**Task directions**
Please report each line of the data below that contains "their".

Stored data
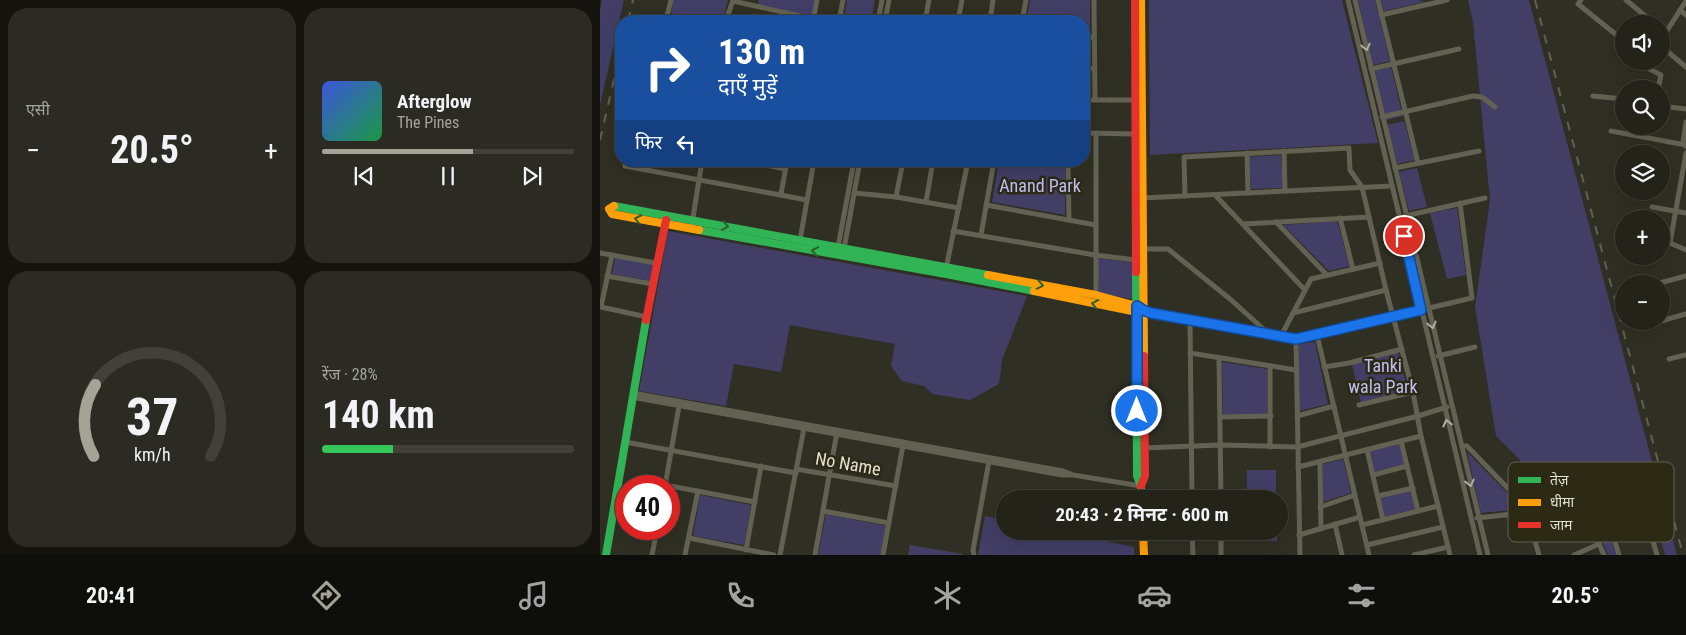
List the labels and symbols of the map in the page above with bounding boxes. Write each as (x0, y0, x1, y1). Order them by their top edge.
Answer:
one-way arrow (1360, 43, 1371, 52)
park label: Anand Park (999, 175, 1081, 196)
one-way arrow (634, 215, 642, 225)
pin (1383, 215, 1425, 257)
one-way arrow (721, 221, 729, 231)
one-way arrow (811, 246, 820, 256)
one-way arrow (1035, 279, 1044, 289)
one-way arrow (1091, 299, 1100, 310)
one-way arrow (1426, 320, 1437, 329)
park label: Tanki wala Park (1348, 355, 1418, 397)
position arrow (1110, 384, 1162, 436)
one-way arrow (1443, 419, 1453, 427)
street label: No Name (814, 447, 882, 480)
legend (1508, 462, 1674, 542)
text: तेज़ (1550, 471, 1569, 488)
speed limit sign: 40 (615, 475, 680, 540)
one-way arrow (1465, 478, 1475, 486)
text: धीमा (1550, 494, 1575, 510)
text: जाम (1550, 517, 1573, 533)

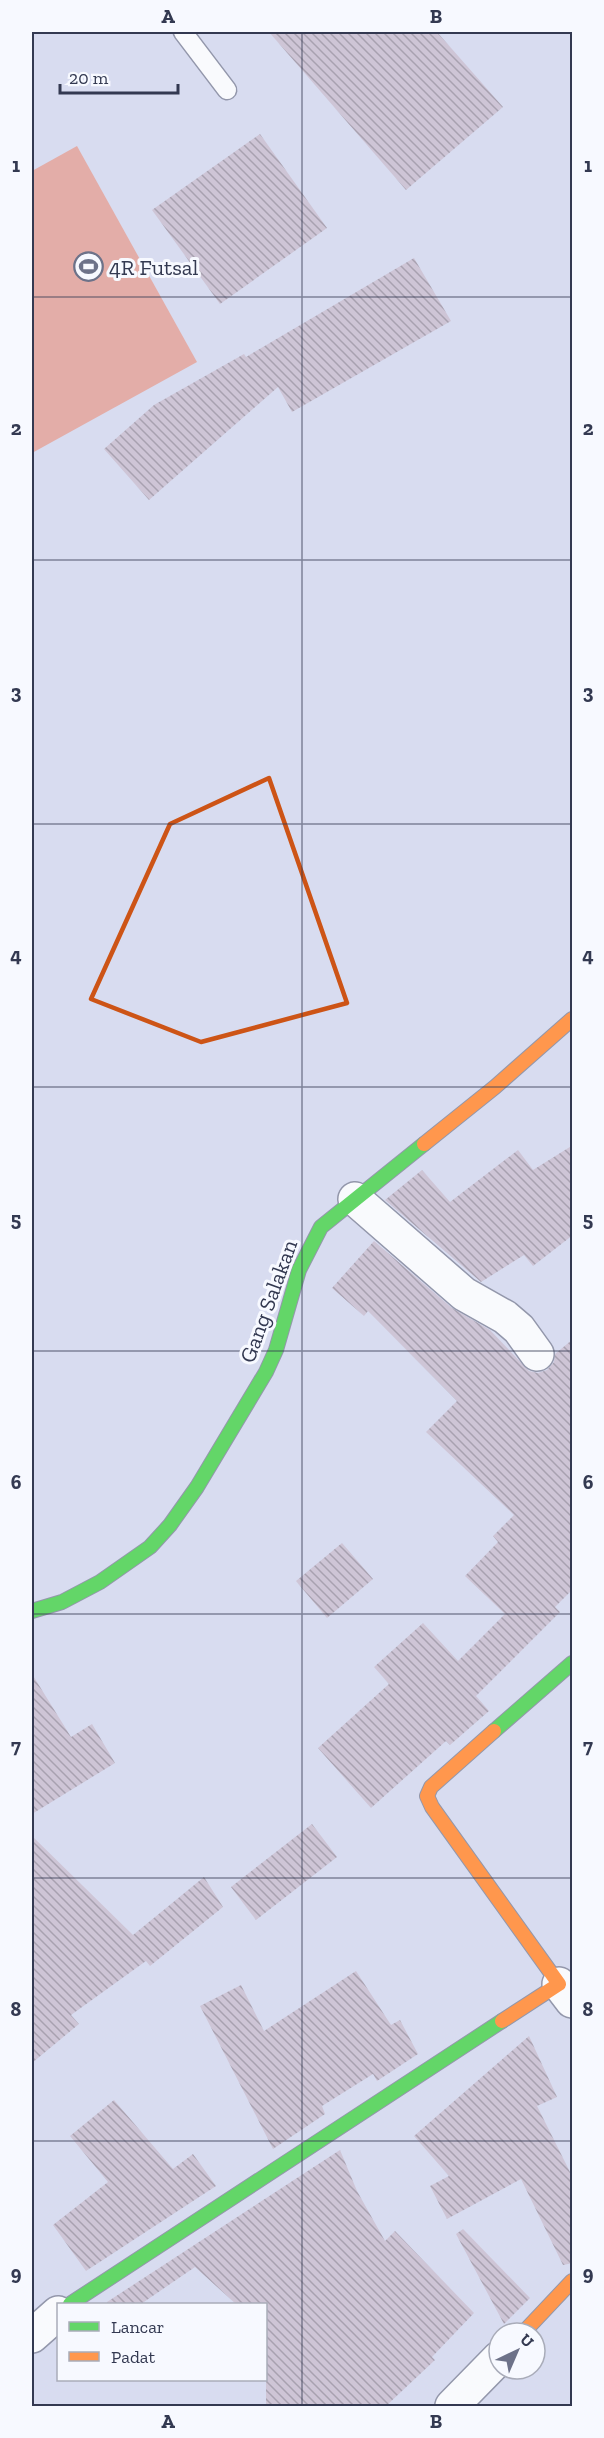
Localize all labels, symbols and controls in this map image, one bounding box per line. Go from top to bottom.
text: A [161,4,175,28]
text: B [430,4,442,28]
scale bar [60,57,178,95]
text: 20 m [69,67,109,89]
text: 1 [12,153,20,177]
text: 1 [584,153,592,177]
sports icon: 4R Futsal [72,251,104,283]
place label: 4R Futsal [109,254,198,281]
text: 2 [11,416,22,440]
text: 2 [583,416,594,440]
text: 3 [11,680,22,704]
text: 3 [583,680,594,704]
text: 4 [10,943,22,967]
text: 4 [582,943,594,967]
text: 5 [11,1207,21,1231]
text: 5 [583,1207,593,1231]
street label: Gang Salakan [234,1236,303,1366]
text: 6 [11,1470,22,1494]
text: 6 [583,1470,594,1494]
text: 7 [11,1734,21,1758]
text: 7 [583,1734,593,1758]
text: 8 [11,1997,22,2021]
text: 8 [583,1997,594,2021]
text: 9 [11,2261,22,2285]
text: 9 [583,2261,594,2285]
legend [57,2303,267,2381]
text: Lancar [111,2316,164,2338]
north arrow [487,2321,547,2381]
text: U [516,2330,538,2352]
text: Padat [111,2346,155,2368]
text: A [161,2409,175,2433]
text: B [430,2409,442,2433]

...

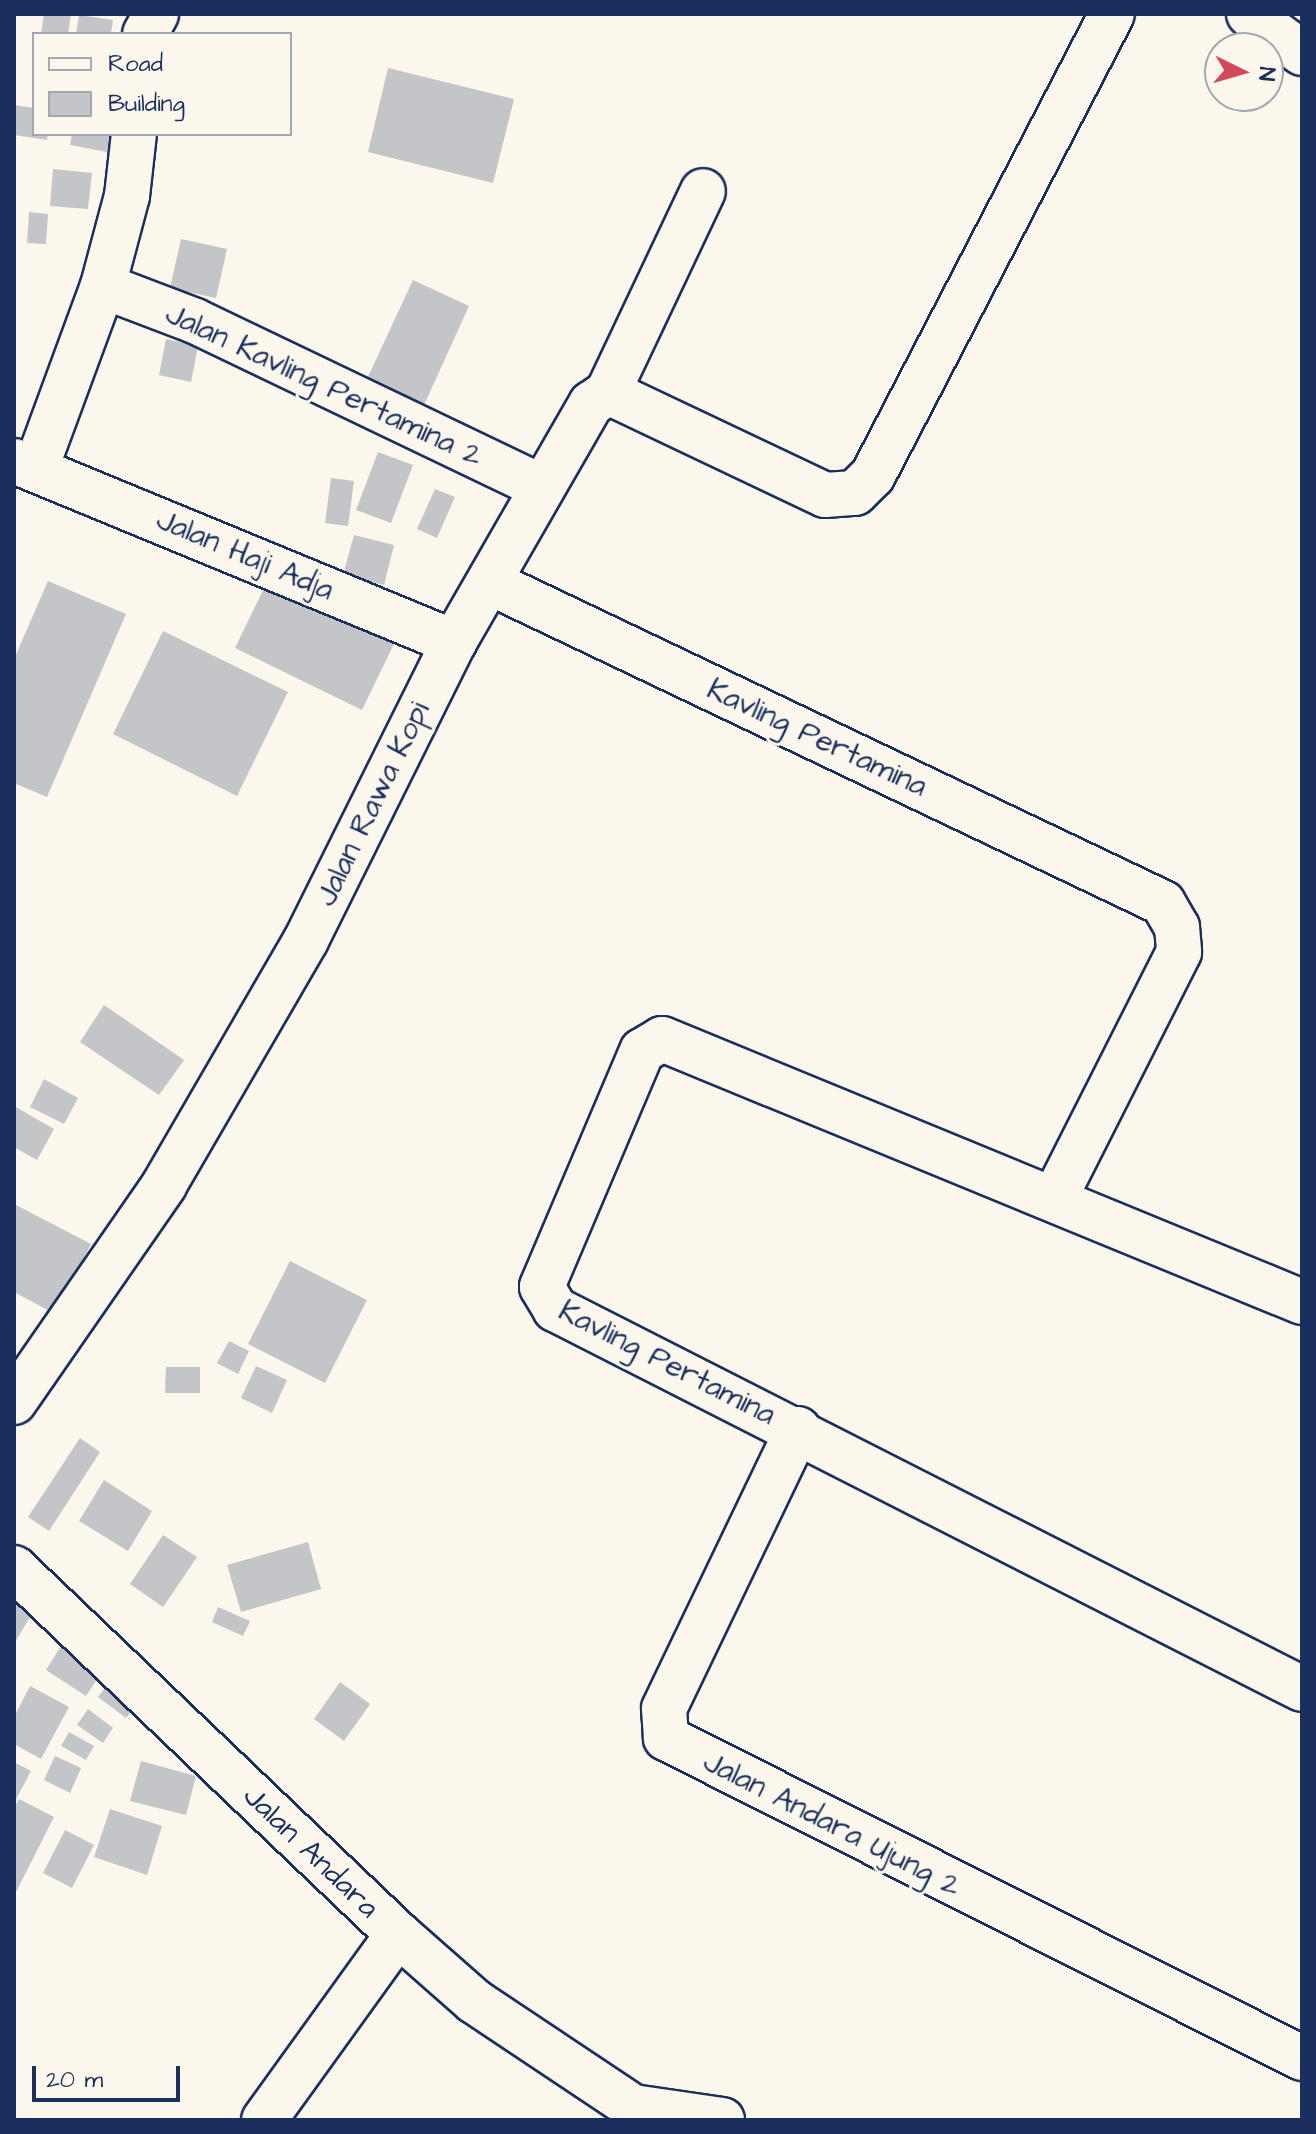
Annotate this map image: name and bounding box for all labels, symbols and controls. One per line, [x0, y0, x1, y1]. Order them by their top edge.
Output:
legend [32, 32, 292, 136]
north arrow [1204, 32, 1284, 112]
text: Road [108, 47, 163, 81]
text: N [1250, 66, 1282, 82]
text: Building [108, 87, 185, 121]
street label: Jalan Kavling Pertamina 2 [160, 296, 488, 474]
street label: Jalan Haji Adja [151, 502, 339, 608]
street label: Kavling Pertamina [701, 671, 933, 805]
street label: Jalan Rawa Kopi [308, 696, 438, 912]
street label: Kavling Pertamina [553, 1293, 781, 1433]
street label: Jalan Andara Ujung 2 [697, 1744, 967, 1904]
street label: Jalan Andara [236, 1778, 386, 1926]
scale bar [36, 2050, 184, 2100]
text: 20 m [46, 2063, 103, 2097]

**Result for this task**
List the labels and symbols of the map in the page above with bounding boxes. Write each as (x0, y0, x1, y1). Order them by their top edge.
Annotate this map image: name and bounding box for all labels, symbols and controls. One per line, [x0, y0, x1, y1]. Order them by their top edge.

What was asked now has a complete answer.